Maybe the last post of dragotin (http://dragotin.wordpress.com/2013/09/27/dav-torture/) is related to this issue?

Thanks for working on it!

dragotin commented 11 years ago

Yes, sure, we're working on performance improvements. btw, @etiess could you do me a favour? You mentioned that carrying a synced directory within the sync journal on a USB stick to a new computer does not work, I have an idea why, could you create a bug report about that? So I wont forget and probably can fix it. Important thing.
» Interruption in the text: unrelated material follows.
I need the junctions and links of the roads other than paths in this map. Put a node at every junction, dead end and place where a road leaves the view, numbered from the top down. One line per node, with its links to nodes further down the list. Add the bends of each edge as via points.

etiess commented 11 years ago

@dragotin : Bug report done (my first one, I'm excited but please excuse me if I'm missing something! ;-) ) : https://github.com/owncloud/core/issues/5231

smily03 commented 11 years ago

As a random question, once I get everything uploaded to the server, will it pull down on my other computers fast? I'm about 10 hours in at this point, 2GB out of 35GB worth of data, and want to make sure it's not going to be this bad pulling the data down onto other computers I want to sync with... (OC server 5.0.12, linux client 1.4.0, both oS 12.2 x64 boxes.)
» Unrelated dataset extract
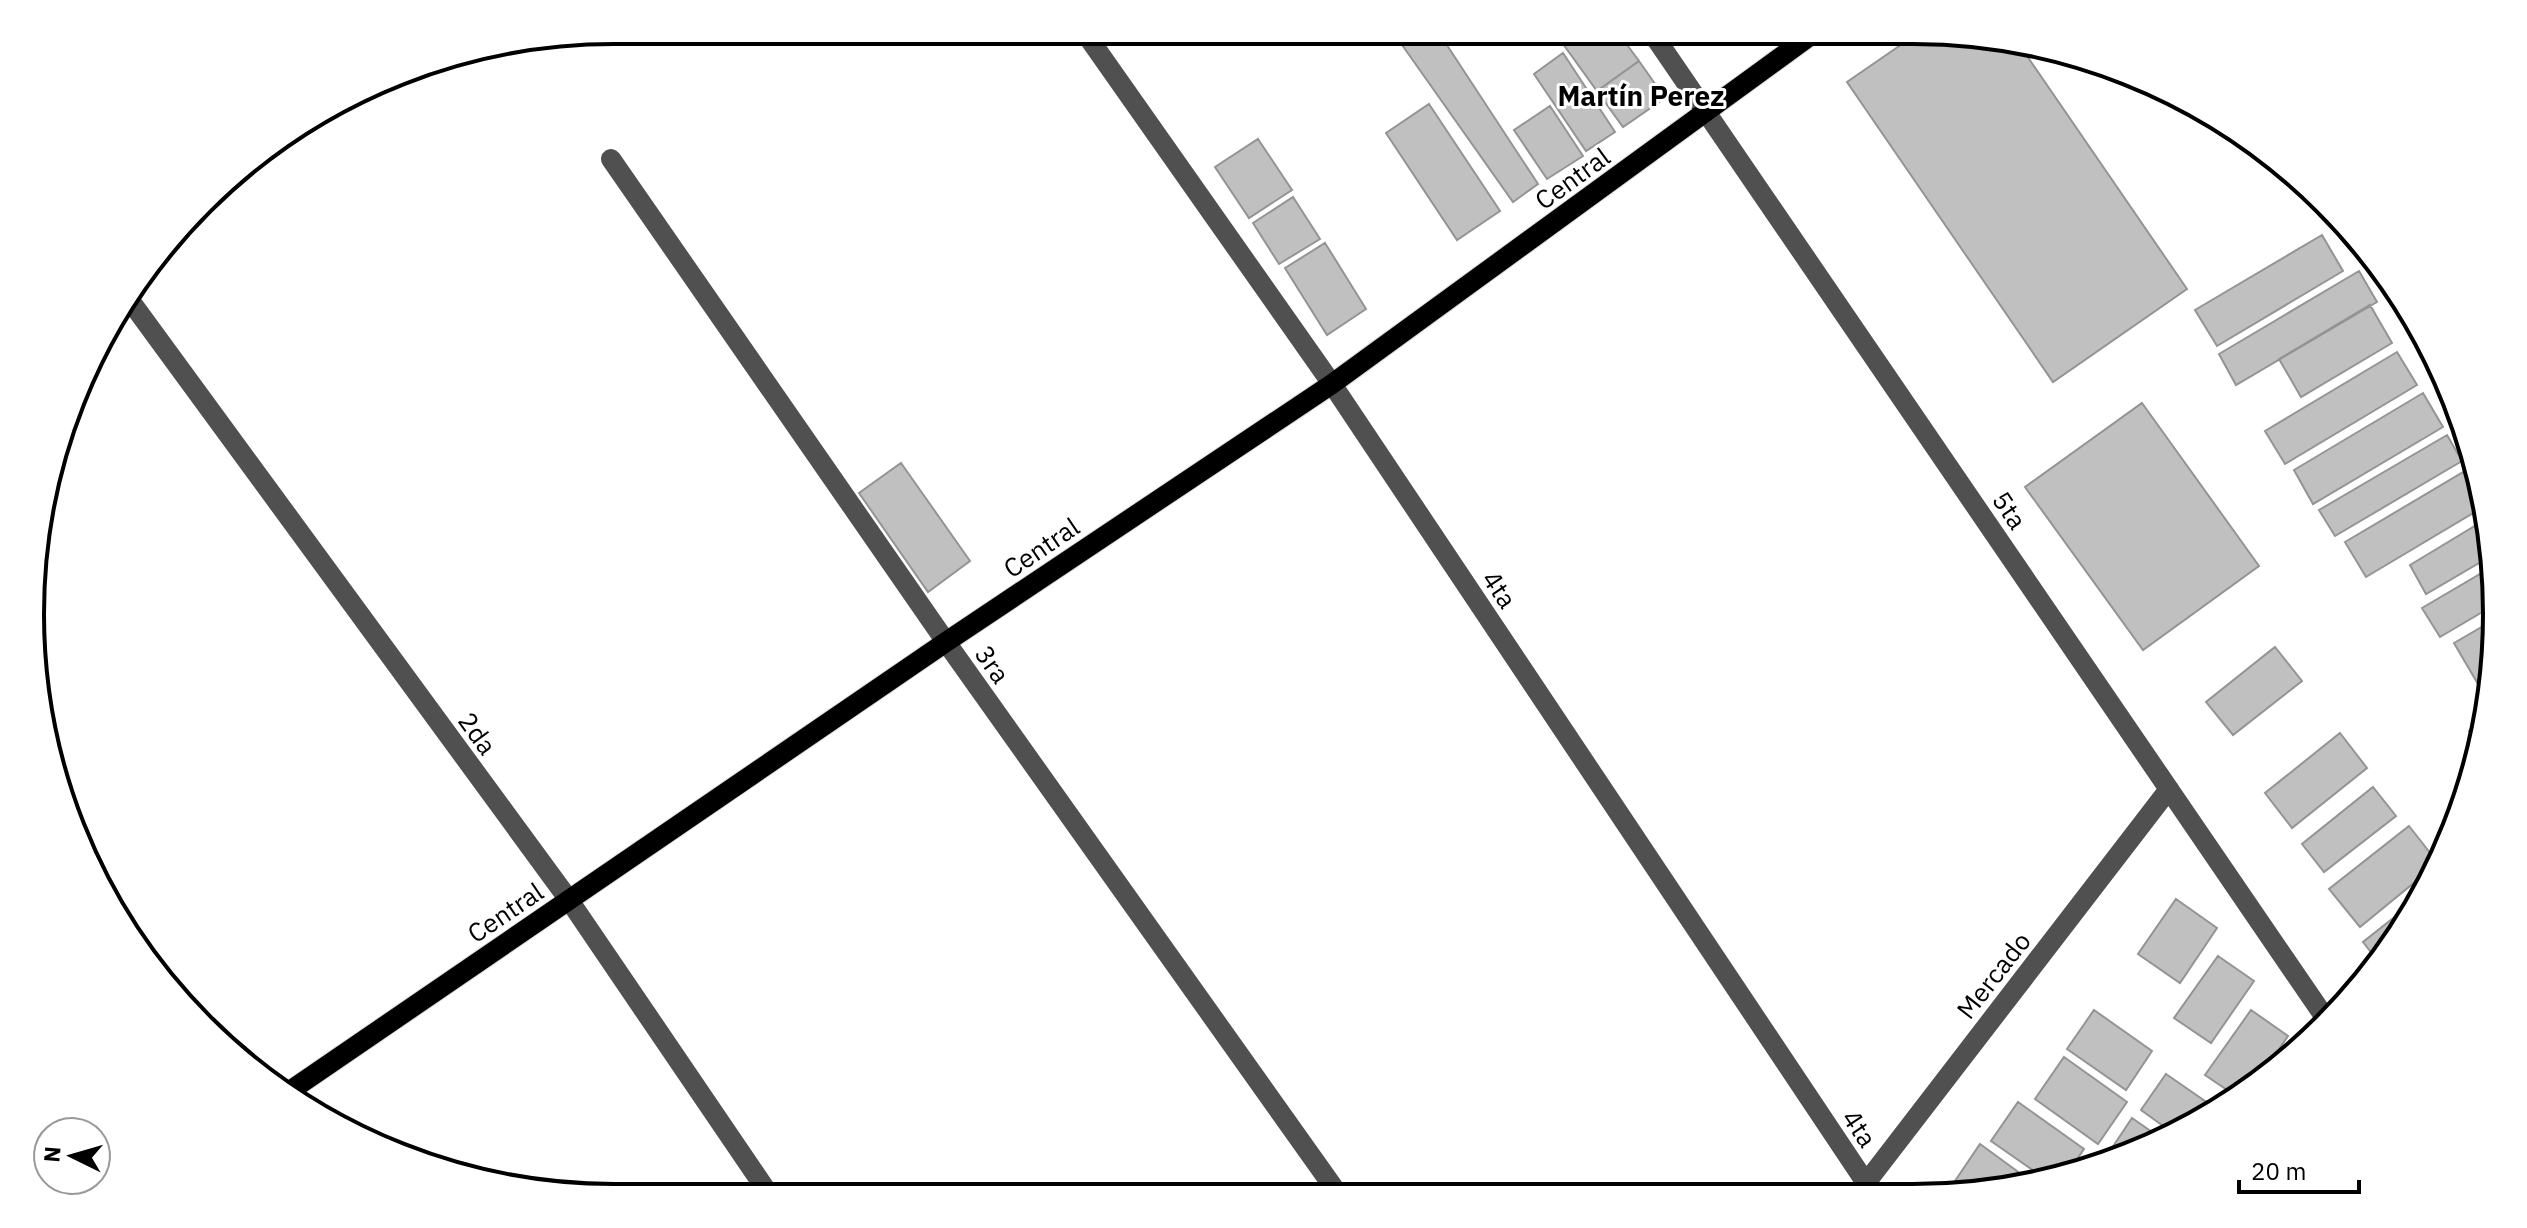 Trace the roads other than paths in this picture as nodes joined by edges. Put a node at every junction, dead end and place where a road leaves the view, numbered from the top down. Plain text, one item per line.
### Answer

zliden commented 11 years ago

Large files are copied at a rate 2-5 MB/s, but after each file pause for 4 seconds. In the case of small files, the speed tends to zero. (same PC, Owncloud in LXC, copied from/to same disk (or not same - no difference)) CPU loaded on 20-80% 80% on big file - hight speed

moscicki commented 11 years ago

Hi guys,

I think this issue was (at least partially) understood as a server-side bug already 3 weeks ago:

https://github.com/owncloud/core/issues/5084

It has "Owncloud 6" sticker on it.

kuba

moscicki commented 11 years ago

And there is a related issue -> if you try a really big file you will the same effect:

https://github.com/owncloud/core/issues/5089

kuba

chrismyers81 commented 11 years ago

Something that made a HUGE difference to me (eg. uploading 2GB in 10 hours -> uploading 30GB in ~an hour) was switching from the default SQLite database to using mySQL on the server. At the time was running server 5.0.12 and client 1.4.2, now running server 6.0 b1 and still client 1.4.2.

jancborchardt commented 10 years ago

@dragotin @danimo is this also improved with 1.5? I heard it being a lot faster. :)

docdawning commented 10 years ago

I'm running a fresh install of OC 6 on Ubuntu 12.04 and my internal network is moving data between the OSX client and my server very very slowly. I have about 1.2GB of data to load and so far it's been going about 10mins and is maybe 10% done. My network is very very fast, so it's not the bottleneck. Just chiming in.

racic commented 10 years ago

After upgrading to oC 6.0 / client 1.5.0 and from sqlite to mysql backend: upload of really small files (up to few KB) is still pain but at least for files as big as mp3s or pictures (1-5 MBs) the time between subsequent transfers is much lower than before so that the oC is now usable for me.

mauromi commented 10 years ago

Update server to 6.0.0a and client to 1.5.0 and owncloud is still unusable with many small files.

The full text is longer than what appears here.